Moehler has a career .045 batting average (9 for 202 with two doubles as his only extra base hits) and a .152 OPS. That’s pretty terrible.

Moehler was drafted by the Tigers and played the first six years of his major league career in the AL, which certainly didn’t give him many opportunities to develop hitting skills.

However, there is no one-to-one correlation between beginning one’s major league career in the American League and being unable to hit. For example, Dan Haren nearly made my list of the top five hitters in MLB, despite spending most of his early career in the AL.

Similarly, Tim Hudson (.182 batting average, .446 OPS) and Johan Santana (.162, .440) are good-hitting pitchers, despite having spent the first six or more years of their respective major league careers in the AL.

2. Clayton Kershaw. The Dodgers young southpaw is still young enough to improve as a hitter.  However, his career numbers to date (.078 batting average with no extra base hits in 115 AB's and a .187 OPS) are horrendous.
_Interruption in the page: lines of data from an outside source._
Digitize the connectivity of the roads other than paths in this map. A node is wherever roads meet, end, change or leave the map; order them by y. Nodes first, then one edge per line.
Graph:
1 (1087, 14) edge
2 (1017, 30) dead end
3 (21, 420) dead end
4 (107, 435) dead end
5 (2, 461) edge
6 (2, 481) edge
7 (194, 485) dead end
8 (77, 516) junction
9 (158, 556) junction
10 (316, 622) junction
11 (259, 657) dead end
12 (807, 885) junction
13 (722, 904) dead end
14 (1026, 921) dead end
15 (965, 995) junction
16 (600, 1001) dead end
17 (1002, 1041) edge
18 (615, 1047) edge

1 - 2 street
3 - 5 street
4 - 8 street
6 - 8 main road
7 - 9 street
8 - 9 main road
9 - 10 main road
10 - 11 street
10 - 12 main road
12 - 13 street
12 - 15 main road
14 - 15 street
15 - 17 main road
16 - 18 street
3. Ben Sheets. One thing Big Ben can’t do, aside from keeping his pitching elbow healthy, is hit. He has an .078 batting average and .200 OPS in more than 400 career AB's. You could make a strong argument that Sheets should be No. 2 on this list given all the extra AB's he’s had compared to Kershaw.
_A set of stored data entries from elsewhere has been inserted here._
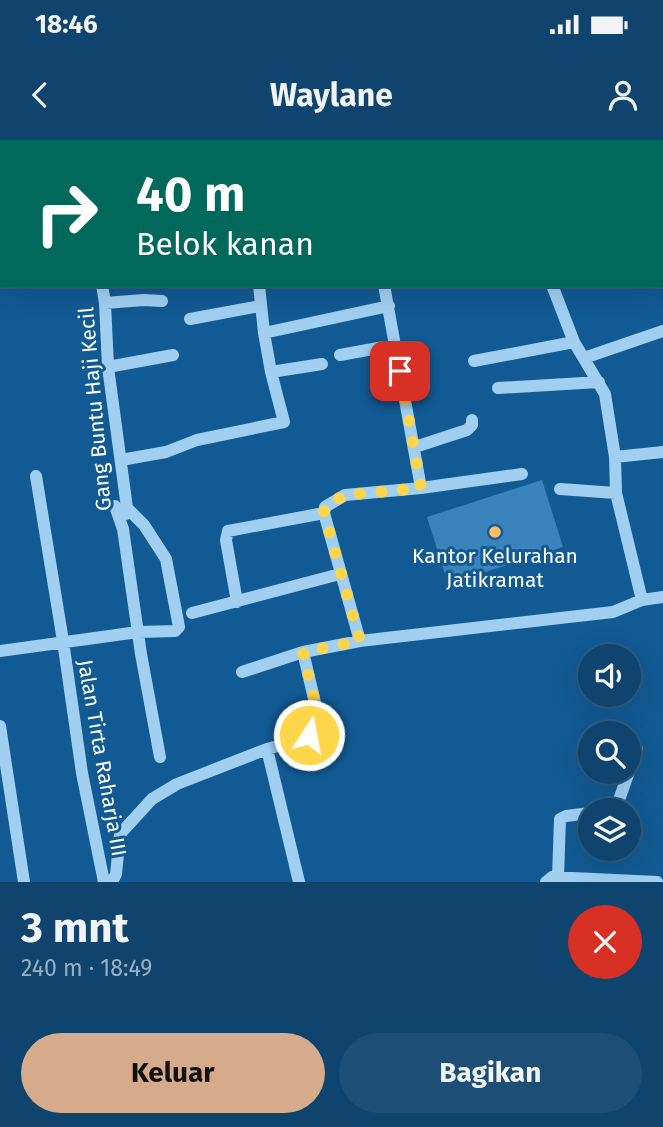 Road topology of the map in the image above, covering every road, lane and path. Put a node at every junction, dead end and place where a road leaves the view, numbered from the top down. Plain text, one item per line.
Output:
1 (102, 287) edge
2 (259, 287) edge
3 (384, 287) edge
4 (553, 287) edge
5 (162, 302) dead end
6 (105, 303) junction
7 (260, 306) junction
8 (389, 306) junction
9 (190, 319) dead end
10 (663, 331) edge
11 (264, 333) junction
12 (575, 342) junction
13 (395, 345) junction
14 (173, 355) dead end
15 (341, 355) dead end
16 (584, 359) junction
17 (474, 361) dead end
18 (322, 364) dead end
19 (107, 367) junction
20 (271, 372) junction
21 (598, 382) junction
22 (498, 388) dead end
23 (472, 420) dead end
24 (415, 447) junction
25 (663, 452) edge
26 (615, 457) junction
27 (121, 460) junction
28 (522, 474) dead end
29 (36, 476) dead end
30 (421, 488) junction
31 (560, 489) dead end
32 (616, 493) junction
33 (121, 507) junction
34 (324, 513) junction
35 (340, 575) junction
36 (663, 597) edge
37 (642, 600) junction
38 (237, 602) junction
39 (192, 613) dead end
40 (138, 632) junction
41 (63, 641) junction
42 (360, 641) junction
43 (0, 651) edge
44 (303, 652) junction
45 (242, 672) dead end
46 (0, 726) edge
47 (267, 749) junction
48 (160, 757) dead end
49 (4, 792) edge
50 (578, 814) edge
51 (552, 880) edge
52 (602, 880) edge
53 (24, 882) edge
54 (104, 882) edge
55 (112, 882) edge
56 (299, 882) edge
57 (657, 882) edge

1 - 6 street, Gang Buntu Haji Kecil
2 - 7 street
3 - 8 street
4 - 12 street
5 - 6 street
6 - 19 street, Gang Buntu Haji Kecil
7 - 9 street
7 - 11 street
8 - 11 street
8 - 13 street
10 - 16 street
11 - 20 street
12 - 16 street
12 - 17 street
13 - 15 street
13 - 24 street
14 - 19 street
16 - 21 street
18 - 20 street
19 - 27 street, Gang Buntu Haji Kecil
20 - 27 street
21 - 22 street
21 - 26 street
23 - 24 street
24 - 30 street
25 - 26 street
26 - 32 street
27 - 33 street, Gang Buntu Haji Kecil
28 - 30 street
29 - 41 street, Jalan Tirta Raharja III
30 - 34 street
31 - 32 street
32 - 37 street
33 - 40 street, Gang Buntu Haji Kecil
33 - 40 street
34 - 35 street
34 - 38 street
35 - 38 street
35 - 42 street
36 - 37 street
37 - 42 street
38 - 39 street
40 - 41 street
40 - 48 street, Gang Buntu Haji Kecil
41 - 43 street
41 - 54 street, Jalan Tirta Raharja III
42 - 44 street
44 - 45 street
44 - 47 street
46 - 49 street
47 - 55 street
47 - 56 street
49 - 53 street
50 - 51 street
51 - 52 street
52 - 57 street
4. Claudio Vargas. Vargas is the owner of a career .080 batting average and a .195 OPS.

5. Doug Davis. He’s another pitcher who hasn’t been able to do a thing with more than 400 major league AB's.  He has an .085 batting average and a .200 OPS.  He’s better than Ben Sheets, but not by much.

A few other exceptionally bad-hitting pitchers are: Aaron Harang (.094 batting average, .218 OPS — size doesn’t matter when it comes to hitting), Anibal Sanchez (.083, .237), Mike Pelfrey (.089, .242), Ryan Dempster (.098, .241) and Miguel Batista (.094, .257).

Roy Halladay’s .108 batting average and .225 OPS deserve mention. However, it’s not entirely fair to include him in this list because 64 of his 102 career AB's have come this year, his first season in the NL. After playing in the AL for 12 consecutive seasons, it’s safe to say that Doc is a little out of practice.